Für Deutschland hat die EY-Studie übrigens wenig Erbauliches zu bieten. In den Top 100 findet sich nämlich keine einzige Aktie aus Deutschland mehr. Zum Vergleich: Ende 2007 hatten es noch 7 deutsche Börsenfirmen in die Top 100 geschafft, Ende 2021 waren es mit SAP und Siemens immerhin noch 2.

Der wertvollste deutsche Konzern zum Ende des ersten Halbjahrs 2022 war SAP. Deutschlands Tech-Primus rutschte allerdings von Rang 80 auf Platz 113 ab. Dahinter folgt die Deutsche Telekom auf Rang 120. Immerhin: Der Bonner Konzern verbesserte sich um stattliche 58 Plätze. Auch die Telekommunikationsfirmen gelten in Krisenzeiten oftmals als Sicherungsanker. Hinzu kommt, dass die Deutsche Telekom derzeit massiv von der sehr erfolgreichen US-Tochter T-Mobile profitiert.

Empfindliche Rückschritte gab es hingeben bei Volkswagen (von #112 auf #148) und Siemens (von #94 auf #152). Beide Unternehmen sind stark konjunkturanfällig und deshalb aktuell an der Börse schwer unter Druck. Bei Siemens kommen noch die Querelen rund um den Windkraftbauer Siemens Gamesa hinzu, an dem man über Siemens Energy indirekt beteiligt ist.
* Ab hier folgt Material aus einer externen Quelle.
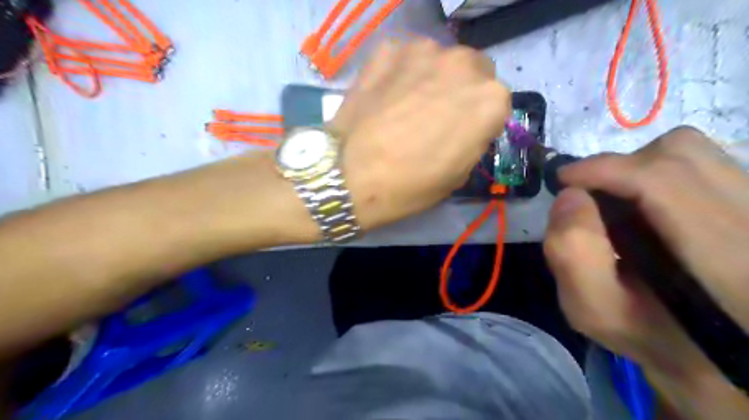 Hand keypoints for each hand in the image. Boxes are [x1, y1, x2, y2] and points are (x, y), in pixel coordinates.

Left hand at [332, 38, 511, 228]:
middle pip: (473, 73)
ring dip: (432, 79)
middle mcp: (463, 65)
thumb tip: (466, 126)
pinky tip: (386, 97)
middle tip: (436, 117)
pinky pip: (405, 58)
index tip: (461, 133)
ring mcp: (423, 51)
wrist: (349, 177)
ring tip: (407, 106)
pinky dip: (400, 73)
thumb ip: (473, 140)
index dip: (479, 120)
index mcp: (489, 100)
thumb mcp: (458, 175)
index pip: (496, 103)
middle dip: (461, 92)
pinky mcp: (387, 50)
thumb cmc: (410, 185)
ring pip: (440, 61)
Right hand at [546, 126, 748, 417]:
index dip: (604, 168)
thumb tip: (569, 196)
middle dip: (618, 167)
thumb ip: (572, 255)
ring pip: (694, 153)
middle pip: (680, 154)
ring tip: (618, 200)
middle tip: (590, 196)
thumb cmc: (651, 337)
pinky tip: (647, 206)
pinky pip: (704, 164)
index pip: (664, 179)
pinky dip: (661, 173)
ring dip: (639, 168)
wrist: (718, 356)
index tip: (564, 180)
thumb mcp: (594, 310)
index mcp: (726, 259)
Deutschlands Tech-Sektor längst abgehängt

Die Beratungsgesellschaft EY sieht in der neuen Studie jedenfalls ein deutliches Warnsignal in Richtung Deutschland. So habe die Bundesrepublik gerade im Tech-Bereich den Anschluss längst verloren. Hier dominierten US-Werte, aber auch Aktien aus asiatischen Märkten wie Japan, Südkorea und China.

EY führt das übrigens auf die höhere Risikobereitschaft in diesen Ländern und auf die dort besseren Finanzierungsbedingungen zurück. Diese sind gerade im Tech-Sektor ausschlaggebend.

Und wie geht es weiter?

EY-Analyst Henrik Ahlers erwartet auch für das zweite Halbjahr ein schwieriges Aktienumfeld. Vor allem die drohende Rezession sei inzwischen ein nicht mehr abwegiges Szenario. Gerade für deutsche Firmen könnte sich ein Konjunktureinbruch demnach als Desaster erweisen, sei Deutschland doch stark vom globalen Handel abhängig.

Als Anleger sollten Sie das stets im Hinterkopf behalten. Vor allem defensive Aktien mit einer soliden Dividendenpolitik sind jetzt mehr denn je interessant.